[[ PROVIDED INFORMATION, beginning ]]

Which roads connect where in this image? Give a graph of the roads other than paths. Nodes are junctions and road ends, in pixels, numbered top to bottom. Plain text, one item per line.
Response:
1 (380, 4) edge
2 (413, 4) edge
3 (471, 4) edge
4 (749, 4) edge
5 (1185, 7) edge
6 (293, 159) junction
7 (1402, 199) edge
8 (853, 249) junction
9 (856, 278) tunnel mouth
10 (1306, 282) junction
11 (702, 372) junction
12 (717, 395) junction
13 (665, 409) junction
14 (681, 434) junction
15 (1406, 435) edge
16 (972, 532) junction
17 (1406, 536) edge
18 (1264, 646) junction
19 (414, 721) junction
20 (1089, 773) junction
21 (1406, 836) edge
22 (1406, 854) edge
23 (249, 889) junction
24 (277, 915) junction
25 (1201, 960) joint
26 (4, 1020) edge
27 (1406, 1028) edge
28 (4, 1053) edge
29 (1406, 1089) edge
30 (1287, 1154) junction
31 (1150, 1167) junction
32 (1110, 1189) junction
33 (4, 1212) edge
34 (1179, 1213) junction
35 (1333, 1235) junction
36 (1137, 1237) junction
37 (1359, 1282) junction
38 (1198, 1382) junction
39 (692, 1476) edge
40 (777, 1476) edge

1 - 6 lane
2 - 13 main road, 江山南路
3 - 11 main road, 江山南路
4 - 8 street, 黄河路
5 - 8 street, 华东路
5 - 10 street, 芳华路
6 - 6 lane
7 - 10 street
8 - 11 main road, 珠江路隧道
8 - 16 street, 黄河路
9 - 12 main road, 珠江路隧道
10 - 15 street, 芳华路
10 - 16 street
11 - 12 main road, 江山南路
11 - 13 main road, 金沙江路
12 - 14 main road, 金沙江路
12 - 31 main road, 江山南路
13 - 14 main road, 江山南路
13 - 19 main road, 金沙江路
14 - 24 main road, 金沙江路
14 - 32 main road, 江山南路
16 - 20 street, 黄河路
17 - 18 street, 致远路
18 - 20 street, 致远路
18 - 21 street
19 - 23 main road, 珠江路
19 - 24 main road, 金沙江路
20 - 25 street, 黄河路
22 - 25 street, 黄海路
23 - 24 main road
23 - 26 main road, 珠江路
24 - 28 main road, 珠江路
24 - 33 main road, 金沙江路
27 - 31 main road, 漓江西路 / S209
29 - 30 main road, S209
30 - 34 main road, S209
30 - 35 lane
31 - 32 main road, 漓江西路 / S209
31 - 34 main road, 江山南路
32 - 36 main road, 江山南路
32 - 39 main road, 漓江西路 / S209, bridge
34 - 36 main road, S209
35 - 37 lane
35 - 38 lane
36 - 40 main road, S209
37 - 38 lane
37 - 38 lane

[[ PROVIDED INFORMATION, end ]]

**EXERCISE BRIEF:**
Only the number is wanted: how many lines in the data include the string "漓江西路"?

**RESPONSE BELOW:**
3